◆ **About this exercise**: Where a line of the data below has the string "Right", copy that line.

BEGIN Data supplied

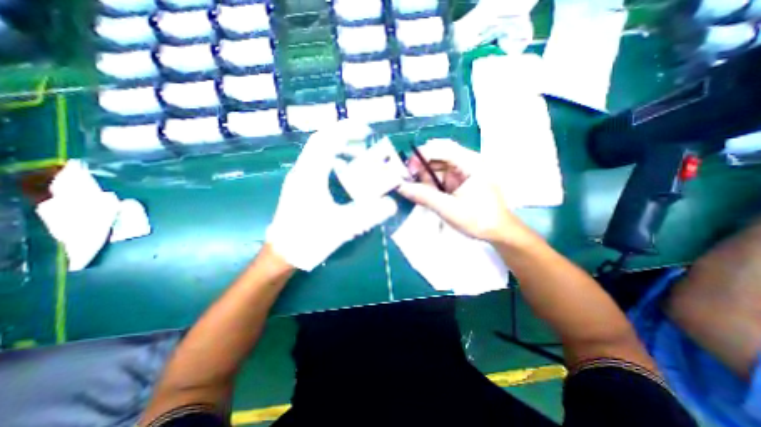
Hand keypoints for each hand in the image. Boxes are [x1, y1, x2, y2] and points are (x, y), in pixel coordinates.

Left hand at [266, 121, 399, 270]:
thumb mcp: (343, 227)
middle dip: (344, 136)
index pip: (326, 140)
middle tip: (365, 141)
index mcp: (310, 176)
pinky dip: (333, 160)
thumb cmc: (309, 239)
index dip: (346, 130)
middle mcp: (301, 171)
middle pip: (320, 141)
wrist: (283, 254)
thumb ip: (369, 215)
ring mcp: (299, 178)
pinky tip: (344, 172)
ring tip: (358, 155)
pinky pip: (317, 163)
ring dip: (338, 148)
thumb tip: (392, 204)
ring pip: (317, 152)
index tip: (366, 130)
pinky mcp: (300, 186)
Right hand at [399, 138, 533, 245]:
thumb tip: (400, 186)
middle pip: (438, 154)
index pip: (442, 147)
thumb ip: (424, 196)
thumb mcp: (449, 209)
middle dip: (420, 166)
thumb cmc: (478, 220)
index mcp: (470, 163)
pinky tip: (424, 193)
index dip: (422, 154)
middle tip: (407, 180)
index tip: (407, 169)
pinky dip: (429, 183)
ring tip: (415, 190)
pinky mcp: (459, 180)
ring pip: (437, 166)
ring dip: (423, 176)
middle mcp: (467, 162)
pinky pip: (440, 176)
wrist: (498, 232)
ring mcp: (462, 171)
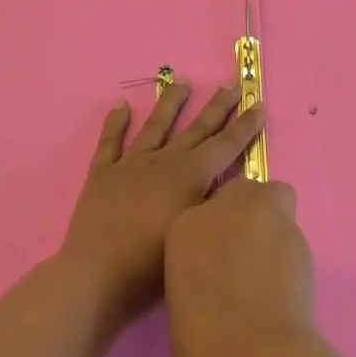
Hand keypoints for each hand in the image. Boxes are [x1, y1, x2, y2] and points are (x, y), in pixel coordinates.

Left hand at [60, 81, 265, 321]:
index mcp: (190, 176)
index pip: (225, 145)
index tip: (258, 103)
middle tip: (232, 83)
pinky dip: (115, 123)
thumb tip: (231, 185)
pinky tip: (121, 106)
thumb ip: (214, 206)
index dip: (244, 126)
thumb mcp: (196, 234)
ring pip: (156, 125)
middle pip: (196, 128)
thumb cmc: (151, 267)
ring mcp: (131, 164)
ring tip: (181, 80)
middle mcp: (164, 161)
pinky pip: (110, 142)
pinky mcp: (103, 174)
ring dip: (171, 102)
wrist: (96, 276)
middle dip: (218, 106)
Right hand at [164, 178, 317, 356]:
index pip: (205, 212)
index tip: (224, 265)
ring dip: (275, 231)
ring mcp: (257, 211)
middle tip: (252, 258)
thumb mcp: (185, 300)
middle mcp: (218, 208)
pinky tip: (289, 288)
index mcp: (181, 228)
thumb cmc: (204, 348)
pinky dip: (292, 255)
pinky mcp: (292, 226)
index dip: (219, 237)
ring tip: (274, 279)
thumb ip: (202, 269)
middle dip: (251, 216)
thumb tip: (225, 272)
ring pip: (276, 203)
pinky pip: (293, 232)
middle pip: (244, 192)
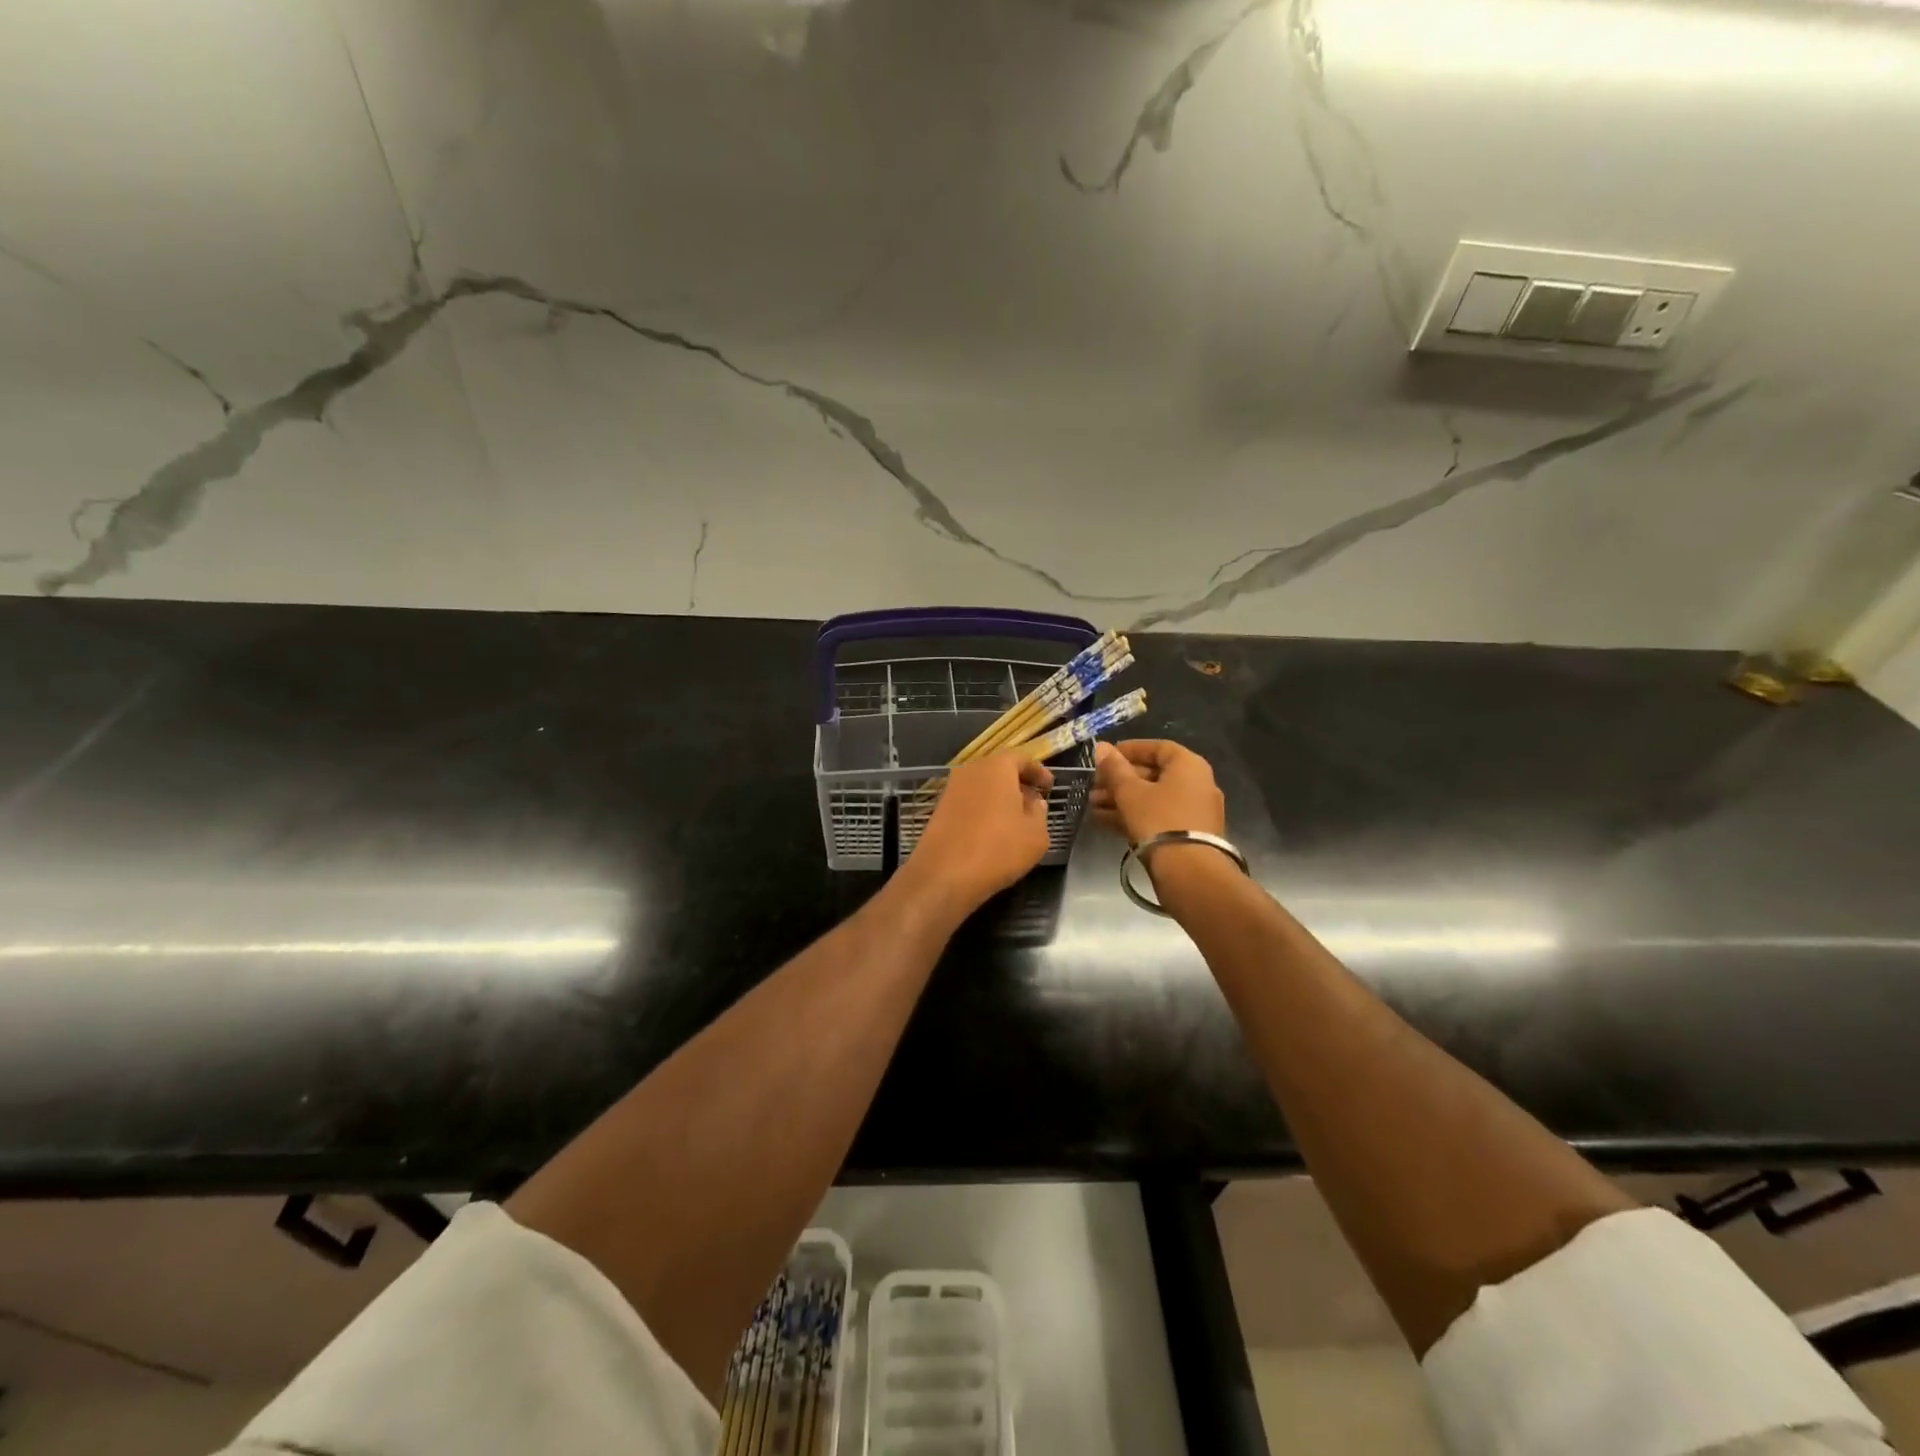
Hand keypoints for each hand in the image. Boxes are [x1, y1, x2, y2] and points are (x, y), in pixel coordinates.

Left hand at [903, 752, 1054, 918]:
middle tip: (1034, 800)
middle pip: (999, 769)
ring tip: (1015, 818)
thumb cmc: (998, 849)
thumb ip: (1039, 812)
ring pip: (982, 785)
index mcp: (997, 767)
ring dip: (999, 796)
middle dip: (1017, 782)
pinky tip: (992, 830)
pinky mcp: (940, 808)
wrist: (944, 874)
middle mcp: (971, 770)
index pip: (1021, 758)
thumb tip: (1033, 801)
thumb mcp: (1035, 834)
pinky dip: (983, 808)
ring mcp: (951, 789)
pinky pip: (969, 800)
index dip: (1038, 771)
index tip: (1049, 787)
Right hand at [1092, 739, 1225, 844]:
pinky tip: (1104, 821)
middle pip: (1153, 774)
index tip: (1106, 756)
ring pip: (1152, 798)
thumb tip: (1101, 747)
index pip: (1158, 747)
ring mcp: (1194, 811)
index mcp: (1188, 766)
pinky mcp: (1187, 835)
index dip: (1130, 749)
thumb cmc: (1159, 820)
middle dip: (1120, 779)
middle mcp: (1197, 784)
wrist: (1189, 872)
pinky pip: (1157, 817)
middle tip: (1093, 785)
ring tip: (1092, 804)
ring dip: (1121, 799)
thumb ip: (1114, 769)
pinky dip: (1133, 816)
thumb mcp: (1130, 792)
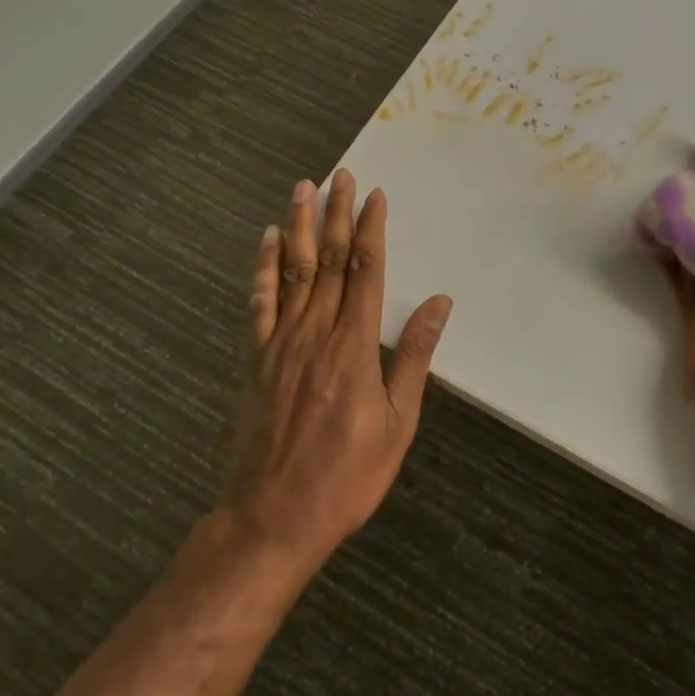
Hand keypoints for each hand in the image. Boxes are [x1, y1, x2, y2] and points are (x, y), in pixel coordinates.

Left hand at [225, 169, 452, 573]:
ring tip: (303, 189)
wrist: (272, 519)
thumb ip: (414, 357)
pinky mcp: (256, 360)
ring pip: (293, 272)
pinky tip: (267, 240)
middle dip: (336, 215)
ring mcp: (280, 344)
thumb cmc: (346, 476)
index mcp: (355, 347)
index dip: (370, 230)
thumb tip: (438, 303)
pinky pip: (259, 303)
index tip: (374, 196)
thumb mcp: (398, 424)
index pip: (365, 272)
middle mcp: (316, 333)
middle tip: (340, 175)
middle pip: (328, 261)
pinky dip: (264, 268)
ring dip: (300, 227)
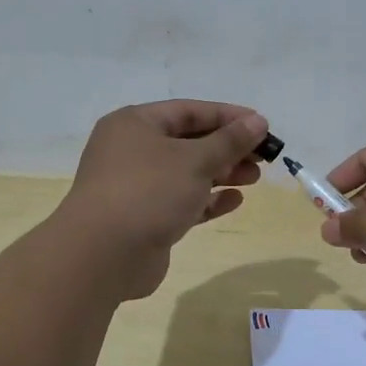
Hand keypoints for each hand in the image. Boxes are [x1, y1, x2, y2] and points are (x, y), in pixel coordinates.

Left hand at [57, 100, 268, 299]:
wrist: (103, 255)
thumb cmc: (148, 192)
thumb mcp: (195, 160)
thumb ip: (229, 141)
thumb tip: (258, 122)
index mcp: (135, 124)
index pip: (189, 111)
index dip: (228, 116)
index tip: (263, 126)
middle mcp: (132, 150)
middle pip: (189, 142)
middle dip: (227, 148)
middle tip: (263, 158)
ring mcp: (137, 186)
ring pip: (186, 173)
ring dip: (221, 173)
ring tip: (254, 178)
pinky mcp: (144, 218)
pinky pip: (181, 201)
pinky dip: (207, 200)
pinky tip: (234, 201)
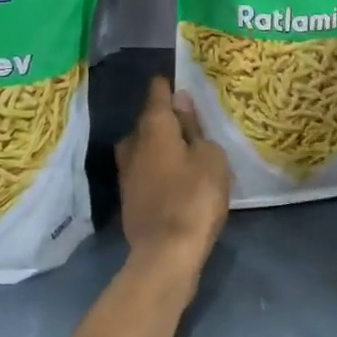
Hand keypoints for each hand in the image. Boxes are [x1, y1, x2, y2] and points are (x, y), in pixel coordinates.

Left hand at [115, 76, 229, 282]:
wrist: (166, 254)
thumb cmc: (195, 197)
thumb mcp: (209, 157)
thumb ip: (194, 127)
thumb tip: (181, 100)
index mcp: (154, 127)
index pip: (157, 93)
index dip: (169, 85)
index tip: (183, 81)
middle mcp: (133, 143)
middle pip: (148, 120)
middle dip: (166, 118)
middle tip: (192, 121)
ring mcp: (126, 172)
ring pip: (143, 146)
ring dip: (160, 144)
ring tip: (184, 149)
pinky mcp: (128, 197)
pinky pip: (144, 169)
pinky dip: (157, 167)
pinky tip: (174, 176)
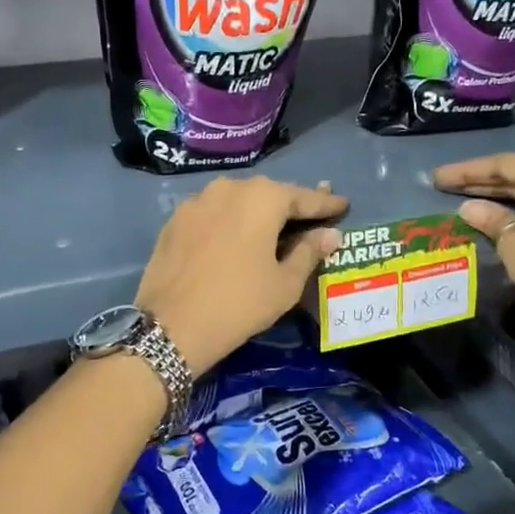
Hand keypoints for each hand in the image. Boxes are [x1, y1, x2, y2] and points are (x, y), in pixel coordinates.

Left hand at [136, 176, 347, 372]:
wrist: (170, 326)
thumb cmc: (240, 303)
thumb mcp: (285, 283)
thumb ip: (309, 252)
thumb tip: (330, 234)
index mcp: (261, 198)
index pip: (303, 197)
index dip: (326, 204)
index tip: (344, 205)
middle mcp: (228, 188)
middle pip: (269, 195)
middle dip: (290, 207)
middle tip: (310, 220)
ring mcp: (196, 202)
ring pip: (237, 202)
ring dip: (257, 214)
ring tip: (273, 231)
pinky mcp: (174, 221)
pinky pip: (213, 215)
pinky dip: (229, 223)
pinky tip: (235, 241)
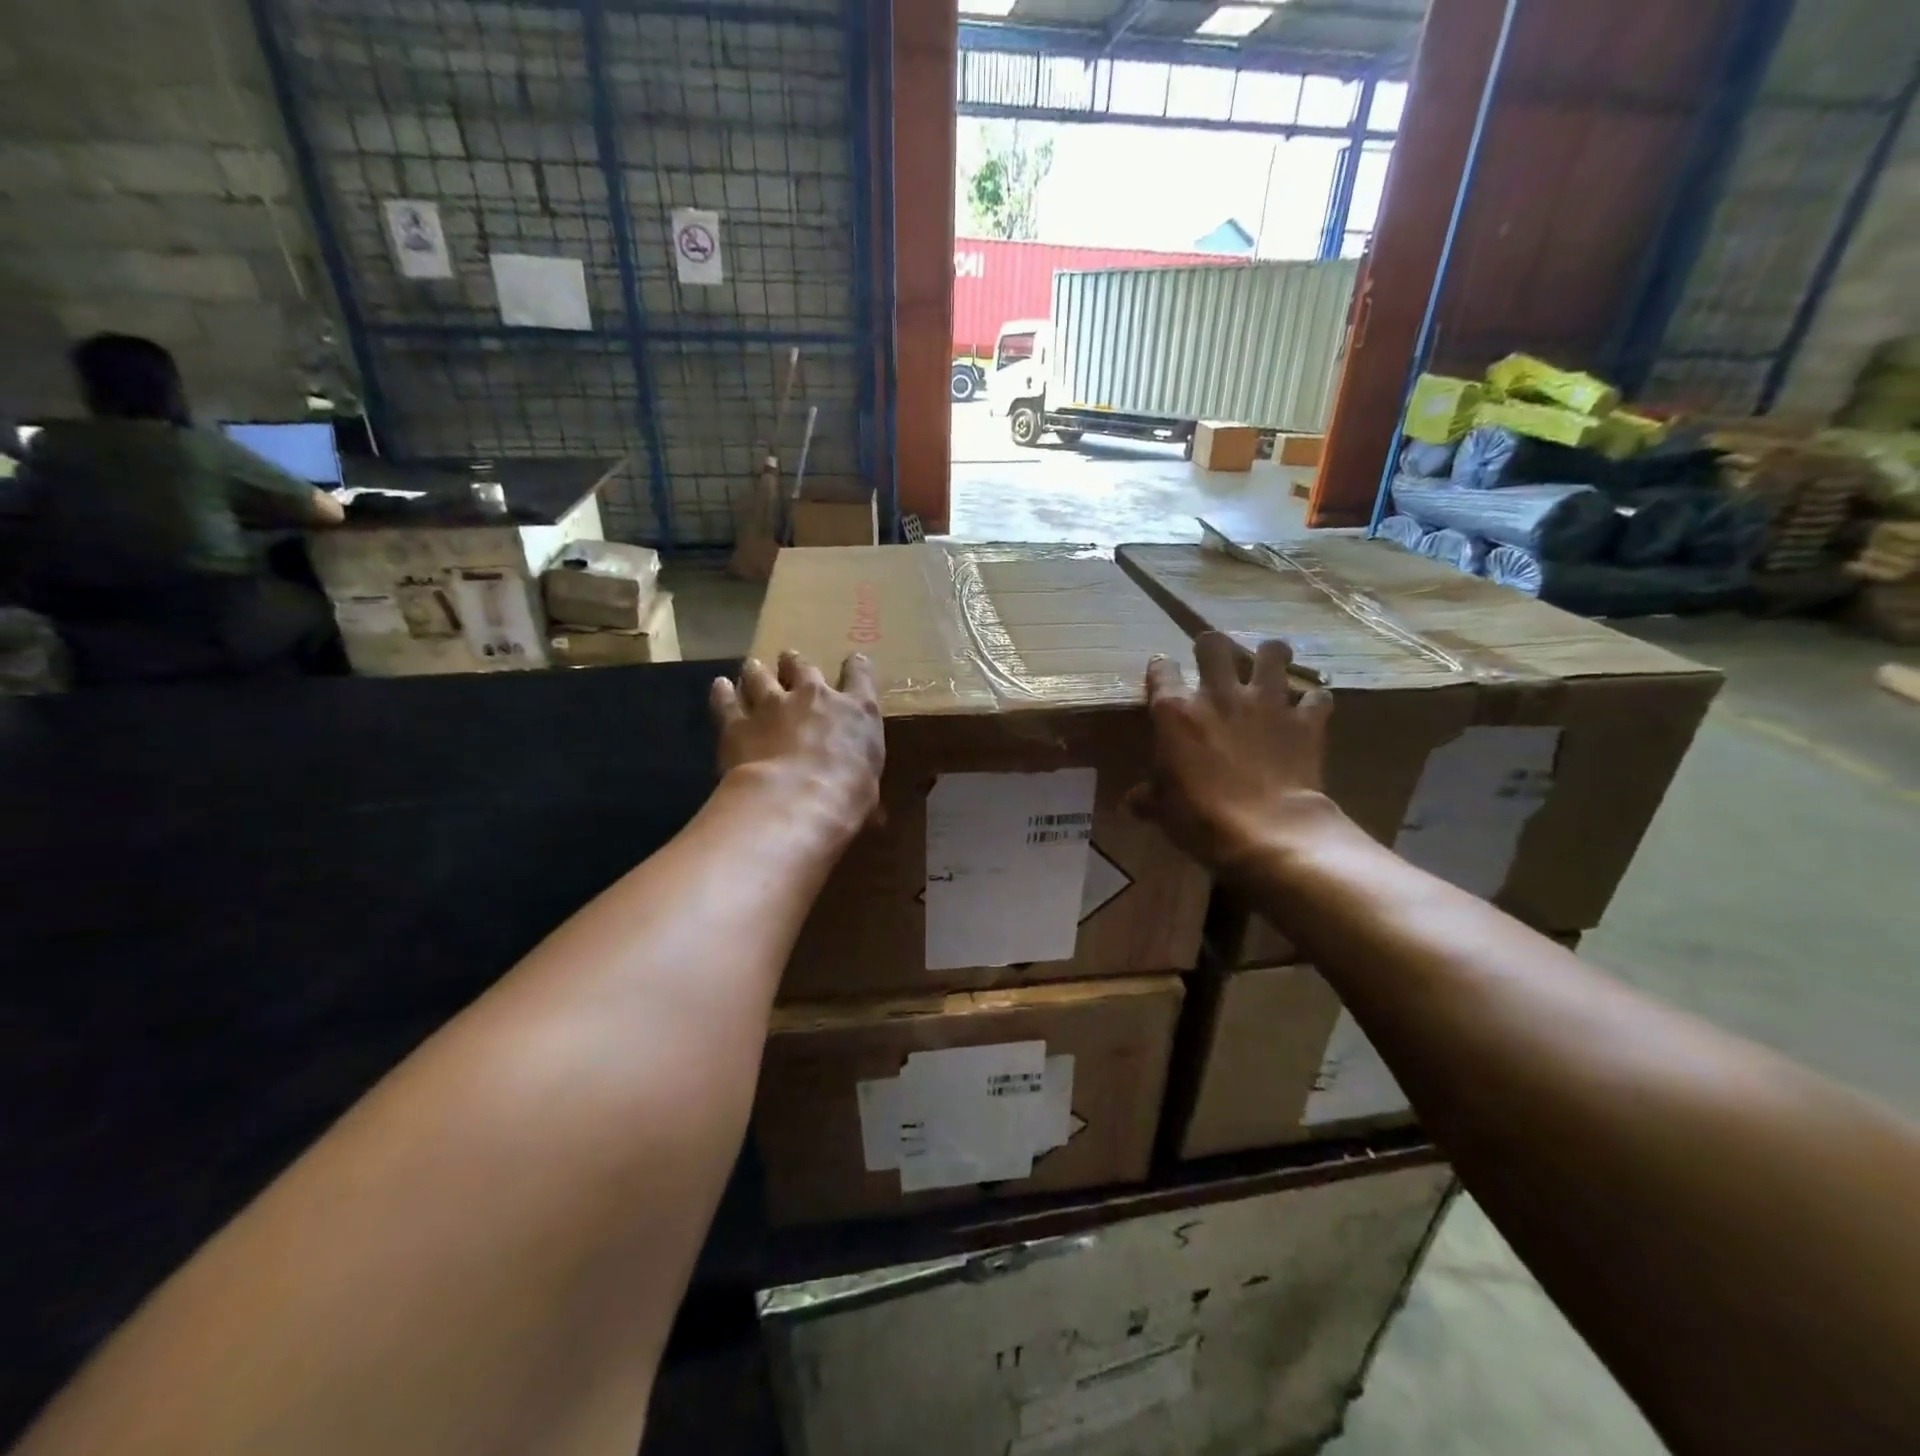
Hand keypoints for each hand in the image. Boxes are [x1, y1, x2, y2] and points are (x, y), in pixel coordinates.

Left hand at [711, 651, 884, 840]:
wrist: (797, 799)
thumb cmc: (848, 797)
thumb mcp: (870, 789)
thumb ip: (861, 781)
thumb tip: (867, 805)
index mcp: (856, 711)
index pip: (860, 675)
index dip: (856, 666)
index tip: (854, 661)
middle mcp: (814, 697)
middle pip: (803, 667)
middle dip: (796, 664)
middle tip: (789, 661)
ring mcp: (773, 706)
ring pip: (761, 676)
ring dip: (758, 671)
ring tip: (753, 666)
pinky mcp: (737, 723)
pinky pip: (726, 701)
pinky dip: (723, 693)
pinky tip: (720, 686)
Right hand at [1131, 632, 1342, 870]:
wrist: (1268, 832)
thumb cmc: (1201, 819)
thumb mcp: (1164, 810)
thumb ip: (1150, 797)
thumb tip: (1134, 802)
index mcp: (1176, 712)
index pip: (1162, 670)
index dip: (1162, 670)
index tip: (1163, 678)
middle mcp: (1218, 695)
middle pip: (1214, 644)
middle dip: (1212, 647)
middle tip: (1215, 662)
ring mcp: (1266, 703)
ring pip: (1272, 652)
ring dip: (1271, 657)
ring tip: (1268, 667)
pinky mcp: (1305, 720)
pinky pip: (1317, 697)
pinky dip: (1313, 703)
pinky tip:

END Data supplied

◆ **Solution to this exercise**:
Right hand at [399, 138, 533, 245]:
Right hand at [164, 178, 317, 356]:
Right hand at [1092, 739, 1225, 844]:
Right hand at [1131, 632, 1342, 870]:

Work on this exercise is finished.